Your assignment -
If a line in the data below holds the word "image", copy it.

The data -
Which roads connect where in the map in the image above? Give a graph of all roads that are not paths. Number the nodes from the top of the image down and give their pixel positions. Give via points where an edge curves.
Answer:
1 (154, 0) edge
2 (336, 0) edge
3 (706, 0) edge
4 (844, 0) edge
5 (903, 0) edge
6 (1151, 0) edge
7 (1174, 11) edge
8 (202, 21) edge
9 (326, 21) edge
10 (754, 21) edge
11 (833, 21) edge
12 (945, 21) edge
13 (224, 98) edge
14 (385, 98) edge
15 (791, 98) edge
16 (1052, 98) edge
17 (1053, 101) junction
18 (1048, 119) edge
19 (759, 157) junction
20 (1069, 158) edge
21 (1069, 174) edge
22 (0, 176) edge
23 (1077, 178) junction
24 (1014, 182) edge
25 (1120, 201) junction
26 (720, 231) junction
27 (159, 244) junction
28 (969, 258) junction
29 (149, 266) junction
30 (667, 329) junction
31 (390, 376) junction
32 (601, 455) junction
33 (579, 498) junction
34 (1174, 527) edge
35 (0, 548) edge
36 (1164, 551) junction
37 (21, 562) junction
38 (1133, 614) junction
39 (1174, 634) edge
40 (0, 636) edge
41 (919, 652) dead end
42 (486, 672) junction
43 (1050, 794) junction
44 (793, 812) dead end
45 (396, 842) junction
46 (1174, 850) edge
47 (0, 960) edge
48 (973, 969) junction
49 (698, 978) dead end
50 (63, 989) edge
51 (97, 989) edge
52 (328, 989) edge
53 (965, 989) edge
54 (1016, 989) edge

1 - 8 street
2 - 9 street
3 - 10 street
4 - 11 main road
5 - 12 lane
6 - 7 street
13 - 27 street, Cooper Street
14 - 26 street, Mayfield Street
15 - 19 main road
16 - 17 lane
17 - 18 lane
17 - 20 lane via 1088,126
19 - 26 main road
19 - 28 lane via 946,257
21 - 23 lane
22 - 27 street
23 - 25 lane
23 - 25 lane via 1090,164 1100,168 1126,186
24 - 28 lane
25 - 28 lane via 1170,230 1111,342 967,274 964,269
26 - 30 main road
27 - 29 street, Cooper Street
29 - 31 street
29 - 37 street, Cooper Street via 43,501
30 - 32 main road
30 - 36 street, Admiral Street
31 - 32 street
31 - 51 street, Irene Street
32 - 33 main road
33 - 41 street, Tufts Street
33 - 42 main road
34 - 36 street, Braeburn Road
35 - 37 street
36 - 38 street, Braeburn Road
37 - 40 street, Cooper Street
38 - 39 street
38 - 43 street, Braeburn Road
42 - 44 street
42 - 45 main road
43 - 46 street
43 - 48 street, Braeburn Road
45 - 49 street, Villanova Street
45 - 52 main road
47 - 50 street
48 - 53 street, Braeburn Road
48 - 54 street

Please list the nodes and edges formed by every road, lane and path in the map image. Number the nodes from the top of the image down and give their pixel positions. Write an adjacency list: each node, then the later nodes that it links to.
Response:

* * *

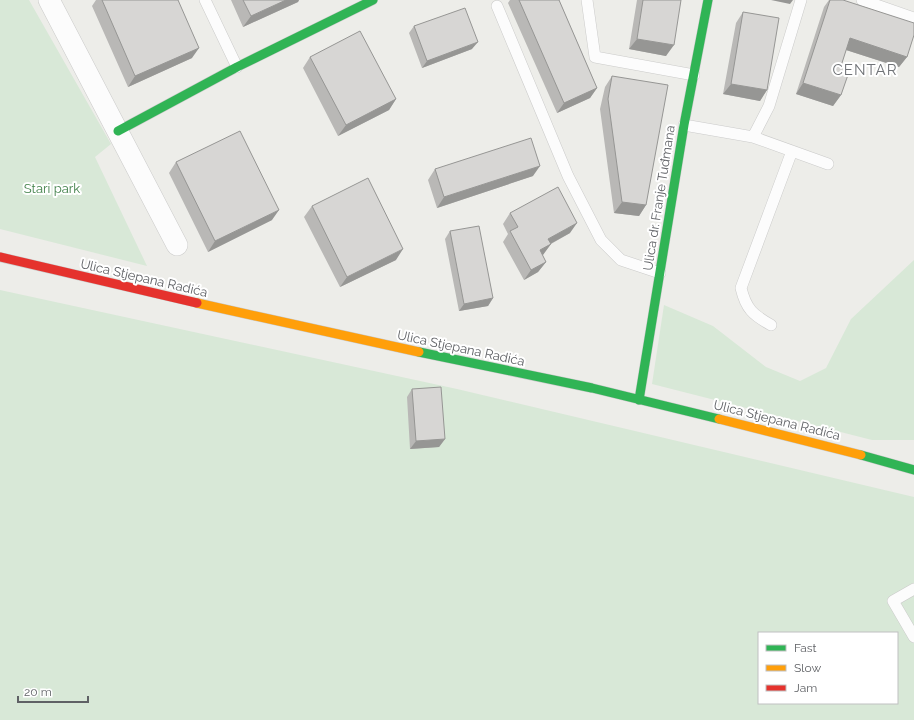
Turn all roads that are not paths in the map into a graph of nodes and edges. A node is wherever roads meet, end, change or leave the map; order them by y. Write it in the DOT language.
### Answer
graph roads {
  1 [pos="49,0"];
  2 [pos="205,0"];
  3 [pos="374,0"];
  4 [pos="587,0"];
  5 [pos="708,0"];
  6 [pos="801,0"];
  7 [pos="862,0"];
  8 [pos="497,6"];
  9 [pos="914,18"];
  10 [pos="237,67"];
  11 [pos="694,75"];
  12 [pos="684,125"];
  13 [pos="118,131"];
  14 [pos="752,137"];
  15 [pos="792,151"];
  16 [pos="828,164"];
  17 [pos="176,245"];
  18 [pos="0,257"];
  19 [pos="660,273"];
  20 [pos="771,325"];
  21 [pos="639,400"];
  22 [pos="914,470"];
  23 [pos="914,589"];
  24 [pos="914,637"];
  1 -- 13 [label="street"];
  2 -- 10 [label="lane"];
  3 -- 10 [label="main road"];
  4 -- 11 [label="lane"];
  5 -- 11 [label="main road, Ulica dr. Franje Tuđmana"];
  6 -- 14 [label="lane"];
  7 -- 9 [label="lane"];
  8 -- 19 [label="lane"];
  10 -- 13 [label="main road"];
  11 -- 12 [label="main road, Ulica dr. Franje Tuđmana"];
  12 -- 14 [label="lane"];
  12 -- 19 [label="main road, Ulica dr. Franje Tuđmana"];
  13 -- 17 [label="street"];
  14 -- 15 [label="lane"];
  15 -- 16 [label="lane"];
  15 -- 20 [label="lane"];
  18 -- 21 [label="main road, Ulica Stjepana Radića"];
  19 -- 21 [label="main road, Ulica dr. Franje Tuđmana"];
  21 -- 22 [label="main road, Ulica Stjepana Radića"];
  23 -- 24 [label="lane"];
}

Answer space -
Which roads connect where in the map in the image above? Give a graph of all roads that are not paths. Number the nodes from the top of the image down and give their pixel positions. Give via points where an edge curves.
Please list the nodes and edges formed by every road, lane and path in the map image. Number the nodes from the top of the image down and give their pixel positions. Write an adjacency list: each node, then the later nodes that it links to.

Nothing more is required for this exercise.